**** THE DATA ****

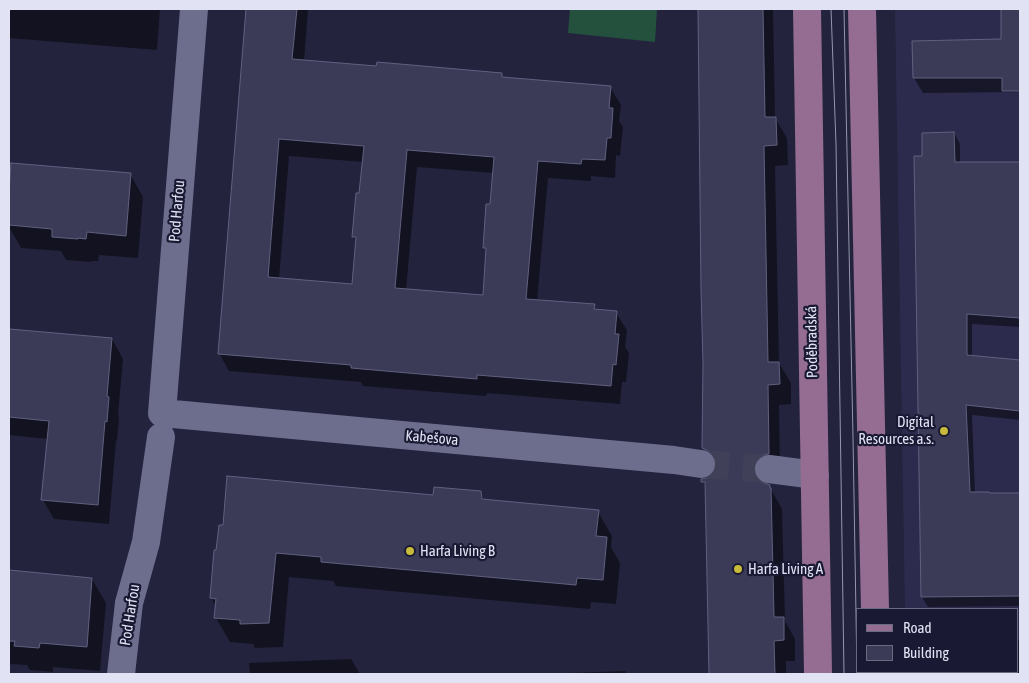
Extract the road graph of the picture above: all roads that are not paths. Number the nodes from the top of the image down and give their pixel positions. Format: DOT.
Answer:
graph roads {
  1 [pos="194,9"];
  2 [pos="807,9"];
  3 [pos="862,9"];
  4 [pos="161,425"];
  5 [pos="701,464"];
  6 [pos="769,469"];
  7 [pos="814,475"];
  8 [pos="875,608"];
  9 [pos="121,674"];
  10 [pos="818,674"];
  1 -- 4 [label="street, Pod Harfou"];
  2 -- 7 [label="main road, Poděbradská"];
  3 -- 8 [label="main road"];
  4 -- 5 [label="street, Kabešova"];
  4 -- 9 [label="street, Pod Harfou"];
  6 -- 7 [label="street"];
  7 -- 10 [label="main road, Poděbradská"];
}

****

Omit the pictures and write out the remaining data exactly.

Extract the road graph of the picture above: all roads that are not paths. Number the nodes from the top of the image down and give their pixel positions. Format: DOT.
Answer:
graph roads {
  1 [pos="194,9"];
  2 [pos="807,9"];
  3 [pos="862,9"];
  4 [pos="161,425"];
  5 [pos="701,464"];
  6 [pos="769,469"];
  7 [pos="814,475"];
  8 [pos="875,608"];
  9 [pos="121,674"];
  10 [pos="818,674"];
  1 -- 4 [label="street, Pod Harfou"];
  2 -- 7 [label="main road, Poděbradská"];
  3 -- 8 [label="main road"];
  4 -- 5 [label="street, Kabešova"];
  4 -- 9 [label="street, Pod Harfou"];
  6 -- 7 [label="street"];
  7 -- 10 [label="main road, Poděbradská"];
}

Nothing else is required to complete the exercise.